Extracted material below:
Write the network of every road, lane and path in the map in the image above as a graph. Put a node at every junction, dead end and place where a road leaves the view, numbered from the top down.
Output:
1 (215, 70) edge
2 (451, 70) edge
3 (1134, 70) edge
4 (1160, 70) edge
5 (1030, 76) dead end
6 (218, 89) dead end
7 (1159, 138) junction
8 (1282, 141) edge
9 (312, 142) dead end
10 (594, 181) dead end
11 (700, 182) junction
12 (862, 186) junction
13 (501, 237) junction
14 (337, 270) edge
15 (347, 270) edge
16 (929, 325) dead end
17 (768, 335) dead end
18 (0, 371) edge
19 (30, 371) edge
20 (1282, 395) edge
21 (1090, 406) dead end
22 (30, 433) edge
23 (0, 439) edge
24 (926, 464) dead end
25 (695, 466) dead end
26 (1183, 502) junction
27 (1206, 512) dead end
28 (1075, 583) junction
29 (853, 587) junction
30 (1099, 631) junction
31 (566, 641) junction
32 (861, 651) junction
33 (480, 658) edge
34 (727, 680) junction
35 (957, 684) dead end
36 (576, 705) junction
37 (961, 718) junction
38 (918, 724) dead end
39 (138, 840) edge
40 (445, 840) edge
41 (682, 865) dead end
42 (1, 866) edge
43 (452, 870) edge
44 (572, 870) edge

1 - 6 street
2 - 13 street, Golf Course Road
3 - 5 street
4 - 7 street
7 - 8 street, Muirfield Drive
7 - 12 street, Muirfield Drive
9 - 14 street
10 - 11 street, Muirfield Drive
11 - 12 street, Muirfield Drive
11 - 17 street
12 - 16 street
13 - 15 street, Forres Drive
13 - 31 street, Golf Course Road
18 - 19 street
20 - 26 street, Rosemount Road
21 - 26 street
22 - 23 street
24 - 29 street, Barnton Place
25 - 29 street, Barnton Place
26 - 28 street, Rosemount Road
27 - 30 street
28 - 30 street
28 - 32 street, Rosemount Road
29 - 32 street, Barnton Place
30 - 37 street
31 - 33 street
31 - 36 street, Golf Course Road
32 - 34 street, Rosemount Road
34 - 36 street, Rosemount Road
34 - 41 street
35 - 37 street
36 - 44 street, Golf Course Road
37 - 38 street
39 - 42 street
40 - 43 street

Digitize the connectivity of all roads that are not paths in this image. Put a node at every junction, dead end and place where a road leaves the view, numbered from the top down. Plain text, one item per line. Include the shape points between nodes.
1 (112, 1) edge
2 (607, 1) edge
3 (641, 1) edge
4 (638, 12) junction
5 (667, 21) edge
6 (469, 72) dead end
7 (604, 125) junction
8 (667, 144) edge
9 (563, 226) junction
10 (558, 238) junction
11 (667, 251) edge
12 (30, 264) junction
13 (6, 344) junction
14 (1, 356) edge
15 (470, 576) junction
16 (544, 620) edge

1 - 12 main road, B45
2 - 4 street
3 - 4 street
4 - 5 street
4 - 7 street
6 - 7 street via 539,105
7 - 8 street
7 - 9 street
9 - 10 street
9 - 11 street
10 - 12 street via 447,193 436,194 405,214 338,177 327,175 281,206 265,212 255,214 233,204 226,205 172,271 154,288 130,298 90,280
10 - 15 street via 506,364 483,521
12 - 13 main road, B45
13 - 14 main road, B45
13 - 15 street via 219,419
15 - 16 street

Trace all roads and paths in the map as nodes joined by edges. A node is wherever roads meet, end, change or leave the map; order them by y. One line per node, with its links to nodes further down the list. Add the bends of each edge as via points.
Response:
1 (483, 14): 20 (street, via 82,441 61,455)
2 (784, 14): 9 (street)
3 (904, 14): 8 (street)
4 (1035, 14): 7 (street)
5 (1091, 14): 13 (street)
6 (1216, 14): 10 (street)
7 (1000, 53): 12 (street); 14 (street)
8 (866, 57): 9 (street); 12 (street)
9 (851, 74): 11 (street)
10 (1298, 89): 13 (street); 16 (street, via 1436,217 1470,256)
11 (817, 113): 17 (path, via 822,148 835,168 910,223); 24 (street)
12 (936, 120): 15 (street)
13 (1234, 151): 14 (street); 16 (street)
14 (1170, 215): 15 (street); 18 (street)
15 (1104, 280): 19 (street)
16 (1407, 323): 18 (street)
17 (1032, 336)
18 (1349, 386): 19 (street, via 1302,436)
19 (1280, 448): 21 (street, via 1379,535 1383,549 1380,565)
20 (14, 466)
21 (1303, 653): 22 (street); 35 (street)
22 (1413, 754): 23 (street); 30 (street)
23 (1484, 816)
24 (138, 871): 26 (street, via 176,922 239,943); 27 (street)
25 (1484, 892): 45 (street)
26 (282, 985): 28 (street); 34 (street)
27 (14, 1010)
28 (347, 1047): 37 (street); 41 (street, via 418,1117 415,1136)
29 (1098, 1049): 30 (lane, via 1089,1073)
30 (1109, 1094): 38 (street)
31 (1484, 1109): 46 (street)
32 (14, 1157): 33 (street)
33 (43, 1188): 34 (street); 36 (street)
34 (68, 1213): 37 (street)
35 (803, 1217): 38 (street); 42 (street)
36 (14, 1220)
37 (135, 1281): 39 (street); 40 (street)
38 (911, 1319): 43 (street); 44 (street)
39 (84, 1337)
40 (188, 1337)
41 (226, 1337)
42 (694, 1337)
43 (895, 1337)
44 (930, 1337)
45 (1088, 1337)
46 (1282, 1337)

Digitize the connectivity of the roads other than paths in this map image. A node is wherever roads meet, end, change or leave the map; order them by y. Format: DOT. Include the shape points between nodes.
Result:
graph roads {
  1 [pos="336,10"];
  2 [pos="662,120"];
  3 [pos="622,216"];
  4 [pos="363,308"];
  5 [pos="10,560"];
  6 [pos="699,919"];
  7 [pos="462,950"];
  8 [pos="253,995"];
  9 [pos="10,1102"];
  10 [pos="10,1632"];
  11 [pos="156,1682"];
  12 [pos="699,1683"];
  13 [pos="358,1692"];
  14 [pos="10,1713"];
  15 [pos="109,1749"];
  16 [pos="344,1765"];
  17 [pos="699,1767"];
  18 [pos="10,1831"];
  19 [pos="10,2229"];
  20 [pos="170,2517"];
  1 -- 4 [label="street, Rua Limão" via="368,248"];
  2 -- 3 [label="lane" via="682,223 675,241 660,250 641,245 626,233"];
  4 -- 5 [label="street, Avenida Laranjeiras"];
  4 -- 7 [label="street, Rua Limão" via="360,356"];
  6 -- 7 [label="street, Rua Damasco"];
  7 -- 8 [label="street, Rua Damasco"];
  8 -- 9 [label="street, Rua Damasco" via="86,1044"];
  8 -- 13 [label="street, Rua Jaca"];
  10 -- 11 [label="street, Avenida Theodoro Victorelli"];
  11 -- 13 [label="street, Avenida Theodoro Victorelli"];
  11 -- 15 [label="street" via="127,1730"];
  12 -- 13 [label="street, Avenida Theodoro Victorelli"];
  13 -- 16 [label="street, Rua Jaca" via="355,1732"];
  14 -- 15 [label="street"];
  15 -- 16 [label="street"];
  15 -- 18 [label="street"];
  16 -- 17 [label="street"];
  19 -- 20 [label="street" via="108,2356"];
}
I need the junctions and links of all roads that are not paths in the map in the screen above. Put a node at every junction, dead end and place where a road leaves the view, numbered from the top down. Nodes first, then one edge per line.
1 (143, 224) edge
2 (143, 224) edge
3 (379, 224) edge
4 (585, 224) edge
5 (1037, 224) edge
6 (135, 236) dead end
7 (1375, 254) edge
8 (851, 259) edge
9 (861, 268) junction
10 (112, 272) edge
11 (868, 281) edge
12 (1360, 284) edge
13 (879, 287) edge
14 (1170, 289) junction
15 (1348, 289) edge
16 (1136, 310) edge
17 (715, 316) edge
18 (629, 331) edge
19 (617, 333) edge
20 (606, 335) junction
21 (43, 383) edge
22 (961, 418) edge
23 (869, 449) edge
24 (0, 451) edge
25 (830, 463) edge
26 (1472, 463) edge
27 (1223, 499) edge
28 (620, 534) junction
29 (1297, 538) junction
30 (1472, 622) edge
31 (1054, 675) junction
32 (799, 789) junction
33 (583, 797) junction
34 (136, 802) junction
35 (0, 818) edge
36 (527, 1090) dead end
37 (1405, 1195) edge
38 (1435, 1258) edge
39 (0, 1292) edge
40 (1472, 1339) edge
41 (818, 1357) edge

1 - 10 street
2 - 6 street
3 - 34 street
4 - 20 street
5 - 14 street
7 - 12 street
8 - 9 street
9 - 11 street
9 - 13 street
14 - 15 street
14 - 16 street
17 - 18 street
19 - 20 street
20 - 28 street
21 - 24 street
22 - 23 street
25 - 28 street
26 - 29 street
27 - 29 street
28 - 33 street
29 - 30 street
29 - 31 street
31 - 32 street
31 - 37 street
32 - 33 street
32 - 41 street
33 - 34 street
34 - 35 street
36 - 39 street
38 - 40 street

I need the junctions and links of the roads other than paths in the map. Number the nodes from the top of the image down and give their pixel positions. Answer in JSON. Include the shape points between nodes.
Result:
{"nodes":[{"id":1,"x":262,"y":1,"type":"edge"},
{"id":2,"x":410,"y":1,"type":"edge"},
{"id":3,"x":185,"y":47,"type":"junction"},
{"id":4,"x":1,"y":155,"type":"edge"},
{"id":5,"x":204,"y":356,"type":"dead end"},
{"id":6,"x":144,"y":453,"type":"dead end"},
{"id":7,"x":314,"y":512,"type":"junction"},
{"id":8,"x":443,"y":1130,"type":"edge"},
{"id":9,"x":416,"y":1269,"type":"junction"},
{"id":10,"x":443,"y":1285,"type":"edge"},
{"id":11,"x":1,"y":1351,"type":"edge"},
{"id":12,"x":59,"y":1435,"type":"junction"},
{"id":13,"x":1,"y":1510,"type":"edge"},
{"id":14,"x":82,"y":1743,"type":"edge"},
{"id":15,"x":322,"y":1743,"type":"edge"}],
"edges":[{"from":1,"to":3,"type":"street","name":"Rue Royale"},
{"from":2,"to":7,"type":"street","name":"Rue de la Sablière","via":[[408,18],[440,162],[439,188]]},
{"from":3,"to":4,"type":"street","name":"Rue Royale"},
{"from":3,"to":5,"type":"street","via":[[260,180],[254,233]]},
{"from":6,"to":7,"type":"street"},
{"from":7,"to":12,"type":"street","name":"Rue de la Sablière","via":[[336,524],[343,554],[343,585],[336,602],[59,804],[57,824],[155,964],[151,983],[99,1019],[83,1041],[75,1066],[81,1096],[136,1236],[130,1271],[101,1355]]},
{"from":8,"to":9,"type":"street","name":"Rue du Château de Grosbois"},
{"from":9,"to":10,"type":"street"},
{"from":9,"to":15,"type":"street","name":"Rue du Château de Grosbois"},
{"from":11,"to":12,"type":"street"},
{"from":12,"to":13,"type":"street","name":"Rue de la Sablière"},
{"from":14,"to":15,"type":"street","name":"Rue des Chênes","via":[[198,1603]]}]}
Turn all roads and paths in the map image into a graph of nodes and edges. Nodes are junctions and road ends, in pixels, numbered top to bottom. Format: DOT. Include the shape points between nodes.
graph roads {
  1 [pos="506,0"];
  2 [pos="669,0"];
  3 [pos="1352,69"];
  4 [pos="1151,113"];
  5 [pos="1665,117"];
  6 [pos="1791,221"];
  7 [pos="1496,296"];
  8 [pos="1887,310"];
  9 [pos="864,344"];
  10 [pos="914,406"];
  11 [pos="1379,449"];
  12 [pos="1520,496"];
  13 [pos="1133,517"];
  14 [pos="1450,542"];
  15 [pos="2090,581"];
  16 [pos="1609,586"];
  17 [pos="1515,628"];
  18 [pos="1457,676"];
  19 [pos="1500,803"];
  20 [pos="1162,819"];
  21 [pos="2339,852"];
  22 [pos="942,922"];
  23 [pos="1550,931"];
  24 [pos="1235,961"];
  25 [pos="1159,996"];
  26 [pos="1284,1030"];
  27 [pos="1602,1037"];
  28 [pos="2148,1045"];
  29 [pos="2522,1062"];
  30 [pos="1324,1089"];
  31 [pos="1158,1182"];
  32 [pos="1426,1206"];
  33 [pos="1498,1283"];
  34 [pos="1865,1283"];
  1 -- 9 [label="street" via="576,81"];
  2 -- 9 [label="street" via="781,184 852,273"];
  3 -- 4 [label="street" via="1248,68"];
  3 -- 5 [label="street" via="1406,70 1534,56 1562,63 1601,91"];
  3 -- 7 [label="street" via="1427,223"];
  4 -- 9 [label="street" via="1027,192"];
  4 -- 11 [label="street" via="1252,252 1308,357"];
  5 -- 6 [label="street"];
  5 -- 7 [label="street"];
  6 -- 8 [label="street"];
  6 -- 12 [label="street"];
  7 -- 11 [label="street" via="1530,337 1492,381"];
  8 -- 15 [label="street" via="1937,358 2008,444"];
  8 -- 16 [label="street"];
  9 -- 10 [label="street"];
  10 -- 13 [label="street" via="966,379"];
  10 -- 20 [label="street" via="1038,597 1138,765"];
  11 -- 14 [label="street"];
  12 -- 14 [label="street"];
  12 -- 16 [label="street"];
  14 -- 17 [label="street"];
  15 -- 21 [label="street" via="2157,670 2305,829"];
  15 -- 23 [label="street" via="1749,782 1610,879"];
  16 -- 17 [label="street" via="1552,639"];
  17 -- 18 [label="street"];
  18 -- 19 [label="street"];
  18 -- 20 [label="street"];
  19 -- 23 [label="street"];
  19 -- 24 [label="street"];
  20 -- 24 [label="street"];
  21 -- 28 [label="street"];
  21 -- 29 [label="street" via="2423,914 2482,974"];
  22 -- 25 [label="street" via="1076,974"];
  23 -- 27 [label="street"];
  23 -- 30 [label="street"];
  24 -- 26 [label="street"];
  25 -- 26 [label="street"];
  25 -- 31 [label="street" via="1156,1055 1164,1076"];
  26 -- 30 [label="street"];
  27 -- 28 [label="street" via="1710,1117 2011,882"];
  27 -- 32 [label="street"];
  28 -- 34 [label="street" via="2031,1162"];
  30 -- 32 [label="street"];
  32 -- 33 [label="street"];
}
End of Extracted material.
Task requirements => Where a line of the records contains the word "graph", copy that line.

Solution =>
Write the network of every road, lane and path in the map in the image above as a graph. Put a node at every junction, dead end and place where a road leaves the view, numbered from the top down.
graph roads {
Turn all roads and paths in the map image into a graph of nodes and edges. Nodes are junctions and road ends, in pixels, numbered top to bottom. Format: DOT. Include the shape points between nodes.
graph roads {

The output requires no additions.